Is some amount of self-delusion a good thing? I used to believe seeing the world more accurately was always a good thing. After all, even positive delusions must at some point brush against the rough surface of reality. Now I’m not so sure.
Depressive realism is a phenomenon where, in some cases, depressed patients can view the world more accurately than the mentally healthy. In one study, participants were asked to rate their degree of control over a light bulb. Non-depressed participants believed they could control the light, even though its sequence was pre-programmed. Depressed patients accurately reported their level of control.
In another paper, psychologists argue that overconfidence maximizes evolutionary success. Read that again: not just confidence, but overconfidence. Success is implicitly coupled with embracing a delusion that you’re better than you actually are.
Findings such as these suggest that many of the cognitive biases humans exhibit aren’t design flaws but purposeful features.
Do We Delude Ourselves to Manipulate Others?
Human beings are social creatures. In addition to serving our own needs, we need to be aware of the impression we make on others. If you’re at a dinner party and served a dish you dislike, most people wouldn’t complain about it to the host. Our immediate desire to not eat the dish is put into conflict with being polite.
Robin Hanson speculates that the brain evolved a capacity for managing these conflicting needs. Use “near” modes of thinking, which are detail-rich and pragmatic, when you’re executing personal goals, and use “far” modes of thinking, which are more abstract and idealistic, when social impression matters:
“And this seems to be just what the human mind does. The human mind seems to have different “near” and “far” mental systems, apparently implemented in distinct brain regions, for detail versus abstract reasoning. …
“These different human mental systems tend to be inconsistent in giving systematically different estimates to the same questions, and these inconsistencies seem too strong and patterned to be all accidental. Our concrete day-to-day decisions rely more on near thinking, while our professed basic values and social opinions, especially regarding fiction, rely more on far thinking.”
This near/far mechanism might explain why we are deluded in the ways we are. Our biases aren’t hardwired merely because reality is uncertain, but because they allow us to manipulate the impressions we create subconsciously.
Note that this explanation of self-delusion is quite different (and much darker) than the typical reasons for optimism and confidence. Perhaps it’s safer to believe overconfidence and excessive optimism are because of self-fulfilling prophecies or ridiculous metaphysical theories, than possibly manipulative social tactics.
Lies and Happiness
The near/far dichotomy is no better represented than in discussions on happiness. I’ve shared previously Daniel Kahneman’s work showing that what we call happiness is really two different things.

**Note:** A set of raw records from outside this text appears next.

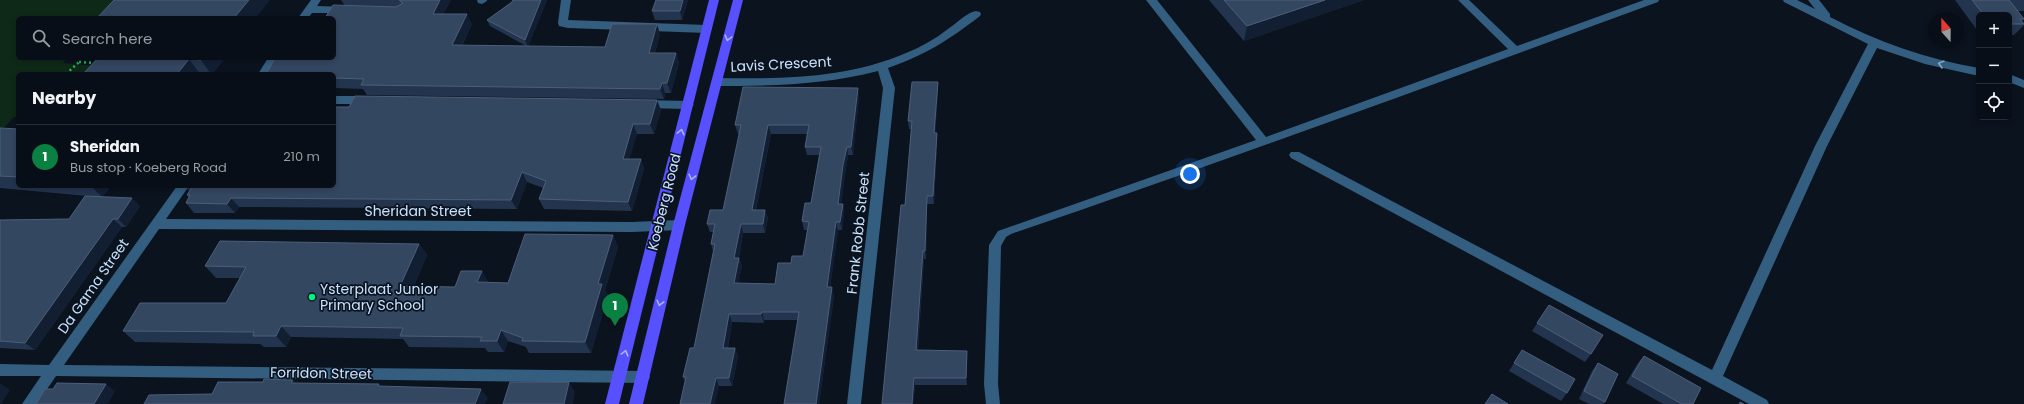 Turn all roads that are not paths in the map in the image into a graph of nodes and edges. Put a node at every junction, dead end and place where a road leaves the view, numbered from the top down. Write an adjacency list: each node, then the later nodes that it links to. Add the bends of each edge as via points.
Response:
1 (316, 0): 10 (street)
2 (566, 0): 15 (street, via 562,20 568,24)
3 (714, 0): 15 (main road, Koeberg Road)
4 (738, 0): 25 (main road, Koeberg Road, one-way to 25)
5 (1151, 0): 31 (street)
6 (1463, 0): 17 (street)
7 (1654, 0): 17 (street)
8 (1788, 0): 14 (street)
9 (1813, 0): 14 (street)
10 (310, 9): 11 (street); 13 (street)
11 (355, 11)
12 (976, 14): 19 (street, Lavis Crescent, via 936,43)
13 (305, 16)
14 (1829, 20): 16 (street)
15 (707, 28): 30 (main road, Koeberg Road)
16 (1874, 43): 20 (street, one-way to 16, via 1910,56); 41 (street, via 1820,146)
17 (1516, 51): 31 (street)
18 (273, 60): 21 (street)
19 (882, 66): 25 (street, Lavis Crescent, via 821,80 779,83); 45 (street, Frank Robb Street, via 889,88)
20 (1976, 71)
21 (264, 72)
22 (2012, 76): 23 (street)
23 (2024, 76)
24 (2012, 78): 26 (street)
25 (716, 82): 36 (main road, Koeberg Road, one-way to 36)
26 (2024, 84)
27 (336, 100): 28 (street)
28 (382, 101)
29 (635, 104): 30 (street)
30 (688, 105): 35 (main road, Koeberg Road, one-way to 30)
31 (1264, 142): 46 (street, via 1002,234 995,245)
32 (1295, 155): 41 (street)
33 (182, 188): 34 (street, Da Gama Street)
34 (156, 224): 35 (street, Sheridan Street); 38 (street, Da Gama Street)
35 (658, 226): 36 (street, Sheridan Street); 39 (main road, Koeberg Road, one-way to 35)
36 (679, 226): 40 (main road, Koeberg Road, one-way to 40)
37 (0, 370): 38 (street, Forridon Street)
38 (53, 370): 39 (street, Forridon Street); 42 (street, Da Gama Street)
39 (619, 376): 40 (street, Forridon Street); 43 (main road, Koeberg Road)
40 (643, 376): 44 (main road, Koeberg Road)
41 (1714, 378): 47 (street)
42 (29, 404)
43 (612, 404)
44 (636, 404)
45 (854, 404)
46 (992, 404)
47 (1762, 404)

When I think about what makes me happy, I think of meaningful work, travel adventures and dating exciting women. But do they actually result in my happiness, or are they far-view representations which project a good social image?
Being happy in your life and being happy about your life are two separate things. They may be correlated, but there are plenty of situations which put them in conflict. Some studies suggest having children is an example of such a tradeoff—most couples are glad they had kids, but were less happy while raising them.
Another prominent area of self-delusion is self-control. Namely we are convinced we have control over much of our behavior, even when our experiences repeatedly show us otherwise.
One of the reasons I became such a fan of habit training was simply that it acknowledged how incredibly weak our willpower is. If our actions run on autopilot 95% of the time, doesn’t it make sense to learn how to reprogram the autopilot?
The illusion of control is also a socially instrumental delusion. We talk about the need for more healthy food choices, but continue to eat greasy burgers, because we want to impress upon others our health-consciousness, even if the actual details of being healthy are too difficult for us.
Lies, Love and Sex
Perhaps unsurprisingly, no area is more full of self-delusions than sex, love and dating. Men fake confidence and feign indifference. Women claim to prefer equal partners, but respond to dominance. Men claim to want to date women near their age, but really prefer 21-year olds.
I don’t think I need to convince anyone that irrationality and subconscious motivations abound in dating (for both genders). But I think a more interesting question is how useful is awareness of those self-delusions? Are we happier creating pleasant narratives for our more basic drives, or by understanding them fully even if we don’t like what they describe?
How Much Self-Delusion is Healthy?
The prospect that some irrationality is a good thing is an unnerving one. It suggests that merely knowing how the world works is not enough, but that even with that knowledge, it’s useful to believe falsehoods or exaggerations in specific areas.
What is the solution to this problem? Is it to learn the truth, but foster internal contradictions when they might be useful? Or is it to try to be as rational as possible, accepting that self-delusions will naturally creep in where appropriate as designed by your mental hardware?
These ideas raise more interesting questions than they provide answers, which is a sign they are worth thinking about.